Women, children among 29 killed as artillery hits Myanmar refugee camp

Women, children among 29 killed as artillery hits Myanmar refugee camp
Rohingya people stand near damaged houses at the Thae Chaung Muslim internally displaced people (IDPs) camp near Sittwe, Rakhine State, Myanmar, 17 May 2023. On 14 May tropical cyclone 'Mocha' hit the coastal regions of Myanmar and Bangladesh with maximum sustained winds of 250 kph, wreaking havoc on thousands of vulnerable communities. EPA-EFE/STRINGER

Oct 10 (Reuters) - At least 29 people, including women and children, were killed in Myanmar in an artillery strike on a refugee camp near the border with China which sources said was carried out by the ruling military.

The attack was one of the deadliest on civilians since the military seized power in a 2021 coup, which triggered conflict with a resistance movement and armed ethnic groups across the country.

The shadow National Unity Government (NUG) and the British Embassy in Yangon blamed the military for the shelling, which took place close to midnight on Monday in Kachin State.

A spokesperson for the junta said the military was not responsible.

“We are investigating. We always take care of border peace situation,” Zaw Min Tun said, adding that the explosion may have involved an ethnic rebel group’s own munitions.

Sources said artillery hit a camp for internally displaced people about 5 km (3 miles) from a base in the town of Laiza run by the Kachin Independence Army (KIA), which has been in conflict with Myanmar’s military for years.

About 30 people were killed, according to sources and media. A spokesperson for the KIA called it a “massacre against our ethnic people”, according to Myanmar Now.

The NUG condemned what it called a vicious attack on civilians and said the world must put Myanmar’s generals on trial.

“This act of military council is war crime and crime against humanity,” NUG spokesperson Kyaw Zaw said, adding an attack at the border with China showed the junta did not respect its neighbour’s demand for peace and stability.

The British Embassy also blamed the military for the strike, adding it “must stop its brutal campaign against the Myanmar people”.

China’s foreign ministry called on “relevant parties to resolve disputes peacefully, … avoid escalation, and take practical and effective measures to ensure the security of the China-Myanmar border”.

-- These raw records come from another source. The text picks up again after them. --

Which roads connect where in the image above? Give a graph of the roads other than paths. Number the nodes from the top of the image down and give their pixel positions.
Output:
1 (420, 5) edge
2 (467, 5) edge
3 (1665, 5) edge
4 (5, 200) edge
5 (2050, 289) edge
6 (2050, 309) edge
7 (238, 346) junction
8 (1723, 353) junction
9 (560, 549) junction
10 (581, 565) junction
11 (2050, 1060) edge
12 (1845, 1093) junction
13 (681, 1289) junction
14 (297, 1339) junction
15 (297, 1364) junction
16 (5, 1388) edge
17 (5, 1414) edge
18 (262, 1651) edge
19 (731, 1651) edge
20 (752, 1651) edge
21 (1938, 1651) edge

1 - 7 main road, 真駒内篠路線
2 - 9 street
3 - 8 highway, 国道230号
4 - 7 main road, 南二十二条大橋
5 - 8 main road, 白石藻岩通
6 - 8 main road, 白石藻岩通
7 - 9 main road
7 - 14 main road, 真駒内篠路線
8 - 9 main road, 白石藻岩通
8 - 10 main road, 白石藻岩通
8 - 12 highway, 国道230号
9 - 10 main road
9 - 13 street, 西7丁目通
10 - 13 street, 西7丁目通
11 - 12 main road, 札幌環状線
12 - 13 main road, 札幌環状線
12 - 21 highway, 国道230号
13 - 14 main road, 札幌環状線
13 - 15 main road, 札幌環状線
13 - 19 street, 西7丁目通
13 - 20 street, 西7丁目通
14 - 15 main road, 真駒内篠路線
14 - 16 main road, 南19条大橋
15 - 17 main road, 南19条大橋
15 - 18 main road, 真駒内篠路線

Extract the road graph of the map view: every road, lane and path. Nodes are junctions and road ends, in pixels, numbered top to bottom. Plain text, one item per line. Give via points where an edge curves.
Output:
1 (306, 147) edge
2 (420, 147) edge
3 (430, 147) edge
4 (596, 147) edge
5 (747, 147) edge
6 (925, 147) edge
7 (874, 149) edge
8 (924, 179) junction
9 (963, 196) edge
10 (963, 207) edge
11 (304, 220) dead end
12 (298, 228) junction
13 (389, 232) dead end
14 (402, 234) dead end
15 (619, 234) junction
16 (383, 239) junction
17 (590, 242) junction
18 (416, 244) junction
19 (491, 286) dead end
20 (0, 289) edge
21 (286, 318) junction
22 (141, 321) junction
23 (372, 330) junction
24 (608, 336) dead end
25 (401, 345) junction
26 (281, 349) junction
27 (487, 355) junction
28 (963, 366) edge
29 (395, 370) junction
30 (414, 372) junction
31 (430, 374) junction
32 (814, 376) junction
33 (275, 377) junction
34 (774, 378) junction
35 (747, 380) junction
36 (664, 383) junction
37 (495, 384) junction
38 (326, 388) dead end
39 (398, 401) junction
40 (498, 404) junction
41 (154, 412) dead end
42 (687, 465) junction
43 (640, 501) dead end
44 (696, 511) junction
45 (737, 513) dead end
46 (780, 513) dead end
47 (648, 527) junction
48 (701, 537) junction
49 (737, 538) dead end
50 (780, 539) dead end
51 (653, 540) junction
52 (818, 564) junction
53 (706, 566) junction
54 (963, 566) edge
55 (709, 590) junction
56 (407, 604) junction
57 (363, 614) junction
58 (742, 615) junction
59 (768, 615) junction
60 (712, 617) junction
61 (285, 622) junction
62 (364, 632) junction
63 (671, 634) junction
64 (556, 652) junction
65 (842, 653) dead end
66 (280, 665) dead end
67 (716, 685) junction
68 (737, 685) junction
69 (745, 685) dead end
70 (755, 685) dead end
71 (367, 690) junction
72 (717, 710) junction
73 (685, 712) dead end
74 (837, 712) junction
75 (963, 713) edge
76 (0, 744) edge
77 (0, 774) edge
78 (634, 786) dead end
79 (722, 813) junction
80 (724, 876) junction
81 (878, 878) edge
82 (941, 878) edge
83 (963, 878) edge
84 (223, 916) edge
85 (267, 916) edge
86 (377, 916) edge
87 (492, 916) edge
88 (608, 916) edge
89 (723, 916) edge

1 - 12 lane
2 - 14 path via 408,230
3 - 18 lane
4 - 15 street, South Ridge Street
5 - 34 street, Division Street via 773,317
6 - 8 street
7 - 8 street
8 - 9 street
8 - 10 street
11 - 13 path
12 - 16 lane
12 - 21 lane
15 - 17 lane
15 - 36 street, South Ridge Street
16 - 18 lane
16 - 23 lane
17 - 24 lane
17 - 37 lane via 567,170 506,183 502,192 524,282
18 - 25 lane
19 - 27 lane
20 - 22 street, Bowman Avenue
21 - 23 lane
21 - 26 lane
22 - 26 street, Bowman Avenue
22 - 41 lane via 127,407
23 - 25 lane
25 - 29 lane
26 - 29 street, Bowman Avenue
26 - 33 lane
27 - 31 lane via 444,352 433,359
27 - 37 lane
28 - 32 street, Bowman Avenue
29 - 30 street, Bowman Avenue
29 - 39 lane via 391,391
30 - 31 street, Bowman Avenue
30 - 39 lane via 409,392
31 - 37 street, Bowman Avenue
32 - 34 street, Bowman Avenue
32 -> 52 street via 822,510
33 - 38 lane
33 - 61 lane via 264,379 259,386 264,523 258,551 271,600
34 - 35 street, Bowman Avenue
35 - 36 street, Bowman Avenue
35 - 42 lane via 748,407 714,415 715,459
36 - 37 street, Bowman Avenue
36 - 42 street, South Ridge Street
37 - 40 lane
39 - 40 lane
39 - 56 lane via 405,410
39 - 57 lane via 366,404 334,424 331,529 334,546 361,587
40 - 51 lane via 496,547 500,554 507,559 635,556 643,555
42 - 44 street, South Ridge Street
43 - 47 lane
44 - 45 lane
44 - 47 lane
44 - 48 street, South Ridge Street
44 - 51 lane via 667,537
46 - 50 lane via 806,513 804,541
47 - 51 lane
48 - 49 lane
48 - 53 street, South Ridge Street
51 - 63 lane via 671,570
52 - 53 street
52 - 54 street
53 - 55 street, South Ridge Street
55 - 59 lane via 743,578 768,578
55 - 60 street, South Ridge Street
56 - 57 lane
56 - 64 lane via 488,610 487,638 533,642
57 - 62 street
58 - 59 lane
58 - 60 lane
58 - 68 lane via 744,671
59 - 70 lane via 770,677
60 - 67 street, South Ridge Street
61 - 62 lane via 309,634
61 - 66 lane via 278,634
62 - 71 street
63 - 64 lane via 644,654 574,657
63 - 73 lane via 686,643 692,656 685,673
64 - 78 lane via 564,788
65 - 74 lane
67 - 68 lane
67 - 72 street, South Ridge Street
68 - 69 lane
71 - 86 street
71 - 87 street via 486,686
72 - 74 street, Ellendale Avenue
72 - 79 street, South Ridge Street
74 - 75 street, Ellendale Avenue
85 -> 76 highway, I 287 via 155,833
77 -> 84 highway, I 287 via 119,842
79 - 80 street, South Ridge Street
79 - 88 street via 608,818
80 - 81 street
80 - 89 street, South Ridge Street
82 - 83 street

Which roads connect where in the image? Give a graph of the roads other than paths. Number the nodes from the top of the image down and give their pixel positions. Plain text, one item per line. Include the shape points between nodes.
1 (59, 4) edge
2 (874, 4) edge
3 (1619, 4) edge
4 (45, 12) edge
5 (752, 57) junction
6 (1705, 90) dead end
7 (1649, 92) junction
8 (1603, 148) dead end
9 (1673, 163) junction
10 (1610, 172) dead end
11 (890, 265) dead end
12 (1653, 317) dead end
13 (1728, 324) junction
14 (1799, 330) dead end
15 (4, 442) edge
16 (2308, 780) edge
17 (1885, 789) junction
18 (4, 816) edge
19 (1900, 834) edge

Laiza sits close to the Chinese border and is home to many civilians living in displacement camps in and around the town. The UN says more than a million people have been displaced by the conflict in Myanmar.

A student activist currently in Laiza said the whole town was “shaken” by the explosion and residents were evacuating.

“We are on alert because we worry that there can be second bomb attack,” said Justin, who declined to provide a last name. “The locals are worried about that and so people are relocating now.”

Photographs shared with and verified by Reuters showed residents in Laiza preparing to bury dozens of victims in coffins laid out next to rows of freshly dug graves.

Kachin media shared a series of graphic images on Facebook of destruction, which could not immediately be verified by Reuters. One showed casualties on the floor, another more than a dozen body bags lined up.

Others showed men in military dress sifting through wreckage and a man carrying the body of a small child.

The incident was the deadliest since an air strike in Myanmar’s volatile Sagaing region in April that killed scores of people including civilians.

Khon Ja, an activist with the Kachin Peace Network Civil society group, told Reuters she had visited the local hospital and was told 29 people were dead and 59 wounded.

“The bomb was too strong … the village was totally destroyed and disappeared,” she said.